Cast recording by Various Artists
- Released: April 14, 1982 October 11, 2006 (Re-issue)
- Recorded: 1982
- Genre: Broadway, R&B, soul, pop
- Length: 46:58
- Label: Geffen (Original) Decca Broadway (Reissue)
- Producer: David Foster

= Dreamgirls: Original Broadway Cast Album =

Dreamgirls: Original Broadway Cast Album is the cast album for the original Broadway production of the musical Dreamgirls, which debuted at the Imperial Theatre on December 20, 1981. Issued by David Geffen, a co-financier of the musical and later producer of its 2006 film adaptation, the album was released by his Geffen Records label on April 14, 1982. The cast album features performances by the show's performers, including Jennifer Holliday, Sheryl Lee Ralph, Loretta Devine, Ben Harney, Cleavant Derricks, Obba Babatundé, and Vondie Curtis-Hall.

==Album information==
The cast album includes highlights from the musical's score; many numbers were truncated or excised in order to fit onto one long-playing vinyl record.

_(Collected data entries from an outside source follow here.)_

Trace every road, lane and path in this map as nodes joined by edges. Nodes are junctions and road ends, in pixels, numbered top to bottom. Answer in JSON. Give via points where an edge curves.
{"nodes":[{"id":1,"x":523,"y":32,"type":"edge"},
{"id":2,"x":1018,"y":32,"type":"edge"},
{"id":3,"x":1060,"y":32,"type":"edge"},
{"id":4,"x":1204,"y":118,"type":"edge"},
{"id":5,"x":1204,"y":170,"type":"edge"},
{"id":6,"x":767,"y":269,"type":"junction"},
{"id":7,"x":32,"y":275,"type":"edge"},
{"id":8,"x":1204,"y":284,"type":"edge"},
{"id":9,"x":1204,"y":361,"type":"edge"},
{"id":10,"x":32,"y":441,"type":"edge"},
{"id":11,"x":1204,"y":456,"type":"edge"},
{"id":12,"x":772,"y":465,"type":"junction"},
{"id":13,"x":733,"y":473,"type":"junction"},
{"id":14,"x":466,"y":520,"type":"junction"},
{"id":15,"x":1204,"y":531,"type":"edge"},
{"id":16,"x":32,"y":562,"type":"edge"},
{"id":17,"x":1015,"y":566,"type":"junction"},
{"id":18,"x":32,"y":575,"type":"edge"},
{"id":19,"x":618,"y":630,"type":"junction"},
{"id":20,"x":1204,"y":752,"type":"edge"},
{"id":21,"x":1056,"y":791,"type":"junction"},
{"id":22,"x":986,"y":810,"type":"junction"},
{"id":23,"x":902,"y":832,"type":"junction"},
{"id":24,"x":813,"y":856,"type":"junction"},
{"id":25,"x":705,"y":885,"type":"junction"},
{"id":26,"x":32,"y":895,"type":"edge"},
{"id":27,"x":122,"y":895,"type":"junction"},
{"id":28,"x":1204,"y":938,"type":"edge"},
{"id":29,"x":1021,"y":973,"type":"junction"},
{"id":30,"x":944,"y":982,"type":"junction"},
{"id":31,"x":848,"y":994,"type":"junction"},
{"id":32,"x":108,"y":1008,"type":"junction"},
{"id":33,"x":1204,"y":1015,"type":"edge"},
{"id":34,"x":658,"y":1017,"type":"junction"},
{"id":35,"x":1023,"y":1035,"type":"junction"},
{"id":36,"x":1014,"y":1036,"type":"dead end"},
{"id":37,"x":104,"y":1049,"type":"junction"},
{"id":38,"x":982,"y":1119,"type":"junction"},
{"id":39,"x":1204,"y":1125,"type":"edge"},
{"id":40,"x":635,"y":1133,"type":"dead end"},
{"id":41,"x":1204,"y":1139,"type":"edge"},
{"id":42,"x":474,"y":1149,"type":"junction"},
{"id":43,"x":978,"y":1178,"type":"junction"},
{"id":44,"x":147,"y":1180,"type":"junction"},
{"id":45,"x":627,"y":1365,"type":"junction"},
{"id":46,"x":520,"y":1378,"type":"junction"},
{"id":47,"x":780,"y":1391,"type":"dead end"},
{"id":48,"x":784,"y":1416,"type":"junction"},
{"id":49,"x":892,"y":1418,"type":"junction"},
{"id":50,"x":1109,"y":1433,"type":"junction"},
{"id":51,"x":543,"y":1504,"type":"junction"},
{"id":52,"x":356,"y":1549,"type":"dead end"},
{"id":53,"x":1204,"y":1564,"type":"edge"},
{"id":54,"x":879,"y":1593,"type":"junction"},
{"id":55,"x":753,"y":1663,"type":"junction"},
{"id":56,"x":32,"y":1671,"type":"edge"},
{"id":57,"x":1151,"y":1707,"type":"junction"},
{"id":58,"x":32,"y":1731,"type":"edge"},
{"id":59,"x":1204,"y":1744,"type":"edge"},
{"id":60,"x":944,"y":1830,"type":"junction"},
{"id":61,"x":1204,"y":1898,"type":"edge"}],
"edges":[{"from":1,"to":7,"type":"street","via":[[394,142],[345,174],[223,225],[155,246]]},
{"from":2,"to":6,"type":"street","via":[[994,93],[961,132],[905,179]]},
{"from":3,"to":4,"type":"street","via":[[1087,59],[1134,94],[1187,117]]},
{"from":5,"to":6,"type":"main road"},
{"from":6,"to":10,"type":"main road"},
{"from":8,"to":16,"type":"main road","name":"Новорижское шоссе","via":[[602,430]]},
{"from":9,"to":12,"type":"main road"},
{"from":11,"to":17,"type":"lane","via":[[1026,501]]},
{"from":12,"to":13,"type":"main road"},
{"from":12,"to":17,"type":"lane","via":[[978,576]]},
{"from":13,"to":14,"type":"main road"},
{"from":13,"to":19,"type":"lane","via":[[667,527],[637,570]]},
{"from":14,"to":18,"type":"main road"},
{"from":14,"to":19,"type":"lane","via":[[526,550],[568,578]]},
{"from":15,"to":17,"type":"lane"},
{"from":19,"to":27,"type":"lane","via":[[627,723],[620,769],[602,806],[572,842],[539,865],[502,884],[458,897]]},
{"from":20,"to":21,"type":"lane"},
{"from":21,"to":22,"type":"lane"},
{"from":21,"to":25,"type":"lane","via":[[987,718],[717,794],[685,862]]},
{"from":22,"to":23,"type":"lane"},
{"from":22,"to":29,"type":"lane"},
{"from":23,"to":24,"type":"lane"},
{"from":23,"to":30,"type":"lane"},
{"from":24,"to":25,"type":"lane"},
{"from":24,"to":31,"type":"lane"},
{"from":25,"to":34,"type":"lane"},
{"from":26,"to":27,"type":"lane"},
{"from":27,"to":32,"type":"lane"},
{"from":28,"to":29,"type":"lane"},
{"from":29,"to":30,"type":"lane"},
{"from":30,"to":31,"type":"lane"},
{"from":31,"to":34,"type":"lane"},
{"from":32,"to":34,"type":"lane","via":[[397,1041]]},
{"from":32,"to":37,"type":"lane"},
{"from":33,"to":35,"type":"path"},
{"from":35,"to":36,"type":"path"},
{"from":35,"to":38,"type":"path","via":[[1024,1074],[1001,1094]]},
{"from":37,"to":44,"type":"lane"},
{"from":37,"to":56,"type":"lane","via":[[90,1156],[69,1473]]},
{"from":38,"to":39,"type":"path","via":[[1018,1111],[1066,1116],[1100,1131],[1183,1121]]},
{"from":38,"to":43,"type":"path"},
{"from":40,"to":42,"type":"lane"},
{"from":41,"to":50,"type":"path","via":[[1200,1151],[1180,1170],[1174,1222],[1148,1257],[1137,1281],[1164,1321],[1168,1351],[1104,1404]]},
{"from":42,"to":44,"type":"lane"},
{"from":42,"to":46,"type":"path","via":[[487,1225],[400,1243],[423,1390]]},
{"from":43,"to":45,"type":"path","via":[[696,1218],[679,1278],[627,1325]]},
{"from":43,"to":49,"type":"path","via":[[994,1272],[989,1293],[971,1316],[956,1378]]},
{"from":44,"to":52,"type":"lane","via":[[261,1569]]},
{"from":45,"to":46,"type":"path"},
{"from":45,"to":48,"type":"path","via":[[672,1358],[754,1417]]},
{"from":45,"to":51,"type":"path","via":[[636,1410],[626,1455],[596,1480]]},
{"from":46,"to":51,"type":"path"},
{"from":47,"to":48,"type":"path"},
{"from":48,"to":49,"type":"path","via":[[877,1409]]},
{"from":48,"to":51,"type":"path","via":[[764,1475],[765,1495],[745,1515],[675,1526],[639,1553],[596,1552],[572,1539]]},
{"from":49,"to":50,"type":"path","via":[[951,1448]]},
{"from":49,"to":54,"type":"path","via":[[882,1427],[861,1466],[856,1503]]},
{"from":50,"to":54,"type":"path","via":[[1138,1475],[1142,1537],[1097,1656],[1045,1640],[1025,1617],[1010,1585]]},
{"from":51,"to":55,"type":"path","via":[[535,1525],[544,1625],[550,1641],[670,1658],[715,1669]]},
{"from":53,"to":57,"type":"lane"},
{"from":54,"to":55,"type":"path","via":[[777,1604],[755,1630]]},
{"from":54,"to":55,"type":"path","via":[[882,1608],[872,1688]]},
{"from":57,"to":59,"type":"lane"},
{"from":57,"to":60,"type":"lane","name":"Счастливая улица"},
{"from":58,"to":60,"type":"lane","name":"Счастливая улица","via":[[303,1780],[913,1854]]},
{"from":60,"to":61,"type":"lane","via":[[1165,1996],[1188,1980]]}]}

A 2006 special edition remastered version, issued to tie-in with both the musical's 25th anniversary and the DreamWorks/Paramount-produced Dreamgirls feature film adaptation, adds three previously unissued tracks from the original recording sessions. Also included is a bonus disc featuring instrumental mixes (prepared for personal appearances by the cast) and a dance version of the musical's signature number, "And I Am Telling You I'm Not Going".

Pop music producer David Foster served as producer of the cast album, which peaked at #11 on the Billboard 200, while peaking at #4 on Billboard's Black Albums Chart. It is one of the highest charting Broadway Cast Recordings in history on the Billboard 200. In 1983, the album won the Grammy Award for Best Musical Show Album, and Jennifer Holliday received the Grammy Award for Best R&B Vocal Performance, Female for "And I Am Telling You I'm Not Going".

In 1993, the album was certified gold by the RIAA, and to date has sold over 500,000 copies in the US.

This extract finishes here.